Y Combinator founder Paul Graham tweeted today that the accelerator’s 464 startup graduates (prior to its current batch) have raised an average of $3.18 million in funding each, which means YC’s companies have landed a total of just under $1.5 billion.

In context, when Billy covered the incubator’s progress last summer, YC had launched 380 companies, which had raised just over $1 billion in total, with each company averaging about $2.7 million. So, over the course of the last six months (or one batch in YC terms), the accelerator’s startups have raised nearly $500 million and increased their average raise by nearly $500K.

Granted, as Billy pointed out at the time, those statistics are skewed by the top alums, like Dropbox and Airbnb, which have raised $257 million and $120 million, respectively, accounting for nearly 30 percent of total funding (at the time). Now they account for about 25 percent.

Y Combinator selects two classes of startups per year into their three-month program, during which the expanding team of mentors connects their teams with investors and invests in the companies. Initially, Yuri Milner and Ron Conway’s Start Fund invested $150K in each startup. However, in November, the accelerator created a new fund called YC VC and decreased its investment to $80K per startup in an effort to “become more startup friendly.”

Furthermore, up to this point, Graham had not as of yet shared the median amount raised by Y Combinator startups — the average, yes, but not the median. In a tweet Friday, Graham said that, for recent batches, the median “has ranged between $800K and $1M,” and the range is “0 to a number I presumably can’t disclose.”

YC VC also aimed to provide more time and involvement from VCs in the development of startups, and Graham has said previously that the partners have been looking to lower the overall size of its startup classes.

In addition, Graham also said in a HackerNews thread recently that the fund no longer has LPs, which wasn’t a result of the switch from Start Fund to YC VC, he says, instead the partners “finished investing the last fund midway through the Summer 2012 batch.” That means there could be less dilution and bigger returns for those investing in the new fund, plus, those who were squeezed out in Start Fund get a new shot. (More info in the thread here.)

As to YC VC and the smaller batches in its new fund, Graham explained at the time: “The reason we accepted fewer applications was that in summer 2012 we grew too fast … We had 66 companies in winter 2012, and that was fine, but for some reason more things than usual broke when we jumped from 66 to 84.”

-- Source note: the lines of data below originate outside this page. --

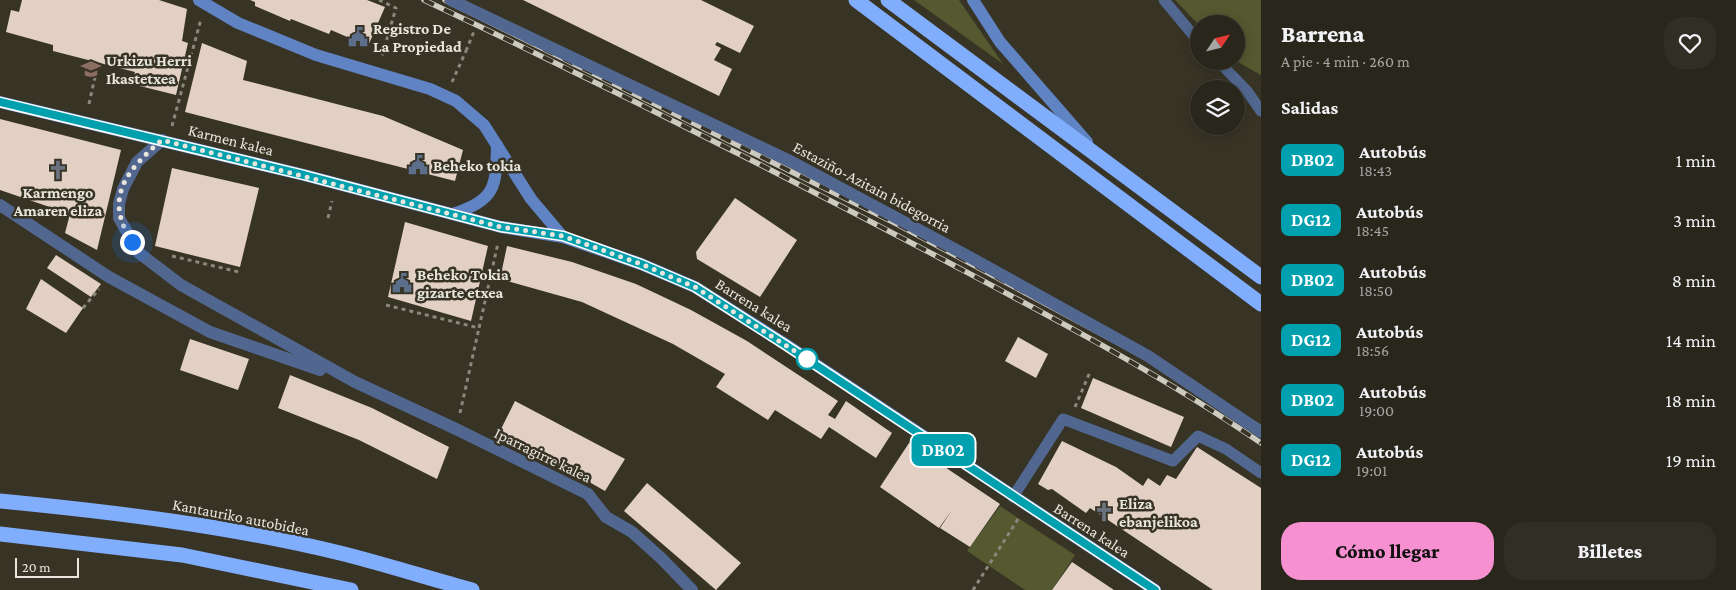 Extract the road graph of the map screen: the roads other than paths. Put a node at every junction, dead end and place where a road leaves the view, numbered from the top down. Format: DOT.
graph roads {
  1 [pos="451,0"];
  2 [pos="856,0"];
  3 [pos="888,0"];
  4 [pos="973,0"];
  5 [pos="1164,0"];
  6 [pos="202,2"];
  7 [pos="1190,31"];
  8 [pos="1227,70"];
  9 [pos="0,102"];
  10 [pos="1261,111"];
  11 [pos="165,141"];
  12 [pos="497,145"];
  13 [pos="1102,159"];
  14 [pos="0,205"];
  15 [pos="453,214"];
  16 [pos="563,236"];
  17 [pos="1261,277"];
  18 [pos="1261,304"];
  19 [pos="355,382"];
  20 [pos="1261,432"];
  21 [pos="1261,472"];
  22 [pos="1013,497"];
  23 [pos="0,501"];
  24 [pos="0,534"];
  25 [pos="350,590"];
  26 [pos="472,590"];
  27 [pos="692,590"];
  28 [pos="1155,590"];
  1 -- 20 [label="street, Estaziño-Azitain bidegorria, bridge"];
  2 -- 18 [label="highway"];
  3 -- 13 [label="highway"];
  4 -- 13 [label="street"];
  5 -- 7 [label="lane"];
  6 -- 12 [label="street"];
  8 -- 10 [label="lane"];
  9 -- 11 [label="street, Karmen kalea"];
  11 -- 15 [label="street, Karmen kalea"];
  11 -- 19 [label="street, Iparragirre kalea"];
  12 -- 15 [label="street"];
  12 -- 16 [label="street"];
  13 -- 17 [label="highway"];
  14 -- 19 [label="street, Iparragirre kalea"];
  15 -- 16 [label="street, Karmen kalea"];
  16 -- 22 [label="street, Barrena kalea"];
  19 -- 27 [label="street, Iparragirre kalea"];
  21 -- 22 [label="lane"];
  22 -- 28 [label="street, Barrena kalea"];
  23 -- 26 [label="highway, Kantauriko autobidea"];
  24 -- 25 [label="highway"];
}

This comes on the heels of YC beginning to accept applications for its Summer 2013 batch, applications for which are due by March 29th. So, startups can expect that, while the total number of applications for YC has continued to grow as the incubator grows, the next class size won’t continue the current trend. Instead, Graham said that there may be fewer than 50 companies in the mix this time around. Way down from the 84 companies in its largest class, Summer 2012.